Stroke includes two major types: ischemic, due to lack of cerebral blood flow, and hemorrhagic, due to bleeding. During ischemic stroke cerebral blood supply is disrupted by narrowing of vessels caused by atherosclerosis or embolism. In hemorrhagic stroke caused by hypertension or ruptured aneurysm blood flow is reduced due to direct blood loss or vessel compression. In either case, a significant decline in blood supply could be observed. The reduction in cerebral oxygenation results in injury of neurovascular unit, decreased neuronal activity and accumulation of anaerobic metabolites. NIRS could monitor oxygenation signal changes, thus reflecting this pathophysiological process (1).

NIRS is well-established as a safe and effective monitoring tool for stroke recovery, including upper limb, lower limb recovery, motor learning, cortical function recovery (8), cerebral hemodynamic changes, cerebral oxygenation (14), therapy (15, 16), clinical researches and evaluation of the risk for stroke (17).
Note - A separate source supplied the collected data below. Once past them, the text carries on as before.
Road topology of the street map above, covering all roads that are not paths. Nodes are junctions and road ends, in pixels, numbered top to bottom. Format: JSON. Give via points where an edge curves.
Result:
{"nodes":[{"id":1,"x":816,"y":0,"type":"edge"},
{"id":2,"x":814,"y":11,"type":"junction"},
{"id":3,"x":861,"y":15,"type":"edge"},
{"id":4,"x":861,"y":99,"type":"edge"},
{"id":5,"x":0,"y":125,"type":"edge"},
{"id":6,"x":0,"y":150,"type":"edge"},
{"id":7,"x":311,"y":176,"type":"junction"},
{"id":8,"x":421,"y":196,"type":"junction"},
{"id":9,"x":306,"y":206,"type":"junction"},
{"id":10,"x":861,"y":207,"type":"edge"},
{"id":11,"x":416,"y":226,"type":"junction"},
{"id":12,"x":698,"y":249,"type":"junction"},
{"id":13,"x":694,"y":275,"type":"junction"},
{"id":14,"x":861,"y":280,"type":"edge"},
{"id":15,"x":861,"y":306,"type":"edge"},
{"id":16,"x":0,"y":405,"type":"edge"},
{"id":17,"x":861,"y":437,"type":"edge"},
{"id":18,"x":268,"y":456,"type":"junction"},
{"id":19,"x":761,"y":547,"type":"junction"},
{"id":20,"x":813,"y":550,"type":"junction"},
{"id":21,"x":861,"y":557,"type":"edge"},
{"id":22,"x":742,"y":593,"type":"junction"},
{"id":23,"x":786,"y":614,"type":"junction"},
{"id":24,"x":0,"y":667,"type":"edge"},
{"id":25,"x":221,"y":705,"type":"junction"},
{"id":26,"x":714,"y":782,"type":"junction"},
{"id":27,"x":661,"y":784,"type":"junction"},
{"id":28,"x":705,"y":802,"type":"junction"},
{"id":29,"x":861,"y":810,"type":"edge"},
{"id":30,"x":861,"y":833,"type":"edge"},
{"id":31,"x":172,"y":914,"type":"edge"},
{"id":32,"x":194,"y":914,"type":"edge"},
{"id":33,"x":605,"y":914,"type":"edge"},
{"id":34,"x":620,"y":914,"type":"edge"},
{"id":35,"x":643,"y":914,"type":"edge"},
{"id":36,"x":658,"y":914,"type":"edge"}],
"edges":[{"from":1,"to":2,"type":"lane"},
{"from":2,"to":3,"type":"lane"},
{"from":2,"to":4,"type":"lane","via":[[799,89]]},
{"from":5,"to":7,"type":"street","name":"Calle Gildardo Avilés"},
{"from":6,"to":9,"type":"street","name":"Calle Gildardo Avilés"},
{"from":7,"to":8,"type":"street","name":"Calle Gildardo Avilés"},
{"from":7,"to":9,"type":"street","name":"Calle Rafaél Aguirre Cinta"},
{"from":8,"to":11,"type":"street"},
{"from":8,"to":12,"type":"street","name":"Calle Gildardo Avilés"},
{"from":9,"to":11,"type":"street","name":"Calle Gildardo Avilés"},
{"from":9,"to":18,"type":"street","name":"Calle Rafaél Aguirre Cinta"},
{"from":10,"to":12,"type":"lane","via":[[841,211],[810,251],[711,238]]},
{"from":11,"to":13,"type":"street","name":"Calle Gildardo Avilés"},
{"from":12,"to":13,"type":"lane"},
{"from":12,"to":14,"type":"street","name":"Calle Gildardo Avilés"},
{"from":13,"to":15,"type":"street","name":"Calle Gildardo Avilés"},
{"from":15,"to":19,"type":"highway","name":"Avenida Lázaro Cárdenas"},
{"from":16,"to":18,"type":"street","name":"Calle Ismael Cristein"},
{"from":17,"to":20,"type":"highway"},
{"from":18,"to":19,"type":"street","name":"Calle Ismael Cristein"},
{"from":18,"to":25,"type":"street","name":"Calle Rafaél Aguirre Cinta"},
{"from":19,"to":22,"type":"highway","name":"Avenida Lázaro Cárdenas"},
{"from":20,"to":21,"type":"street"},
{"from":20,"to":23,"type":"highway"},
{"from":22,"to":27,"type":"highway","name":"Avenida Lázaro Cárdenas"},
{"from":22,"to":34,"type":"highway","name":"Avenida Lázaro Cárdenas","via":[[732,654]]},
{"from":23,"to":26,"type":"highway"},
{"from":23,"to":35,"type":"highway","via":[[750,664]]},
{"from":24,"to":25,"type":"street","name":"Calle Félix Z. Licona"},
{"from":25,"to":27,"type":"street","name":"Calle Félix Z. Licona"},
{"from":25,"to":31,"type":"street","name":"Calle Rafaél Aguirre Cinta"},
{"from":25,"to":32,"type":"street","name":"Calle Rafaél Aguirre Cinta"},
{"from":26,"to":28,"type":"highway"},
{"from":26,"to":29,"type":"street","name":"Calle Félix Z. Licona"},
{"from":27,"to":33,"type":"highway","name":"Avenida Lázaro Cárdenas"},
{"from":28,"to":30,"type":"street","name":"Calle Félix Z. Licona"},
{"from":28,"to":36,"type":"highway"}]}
Brain-computer interfaces (BCIs), a newly emerging tool, use brain activity to control external devices, facilitating paralyzed patients to interact with the environment. NIRS combined with BCI offers great potential as a therapeutic tool (18, 19). In addition, NIRS has used in several clinical studies (20, 21), reflecting hemodynamic or oxygenation changes of brain, as well as in evaluation of the risks for postoperative stroke and muscle metabolism (22). NIRS has shown to be an effective and promising method, however, its clinical value still remains controversial (23). Therefore, to address these discrepancies, we conducted this systematic review to summarize the existing application of NIRS in stroke patients.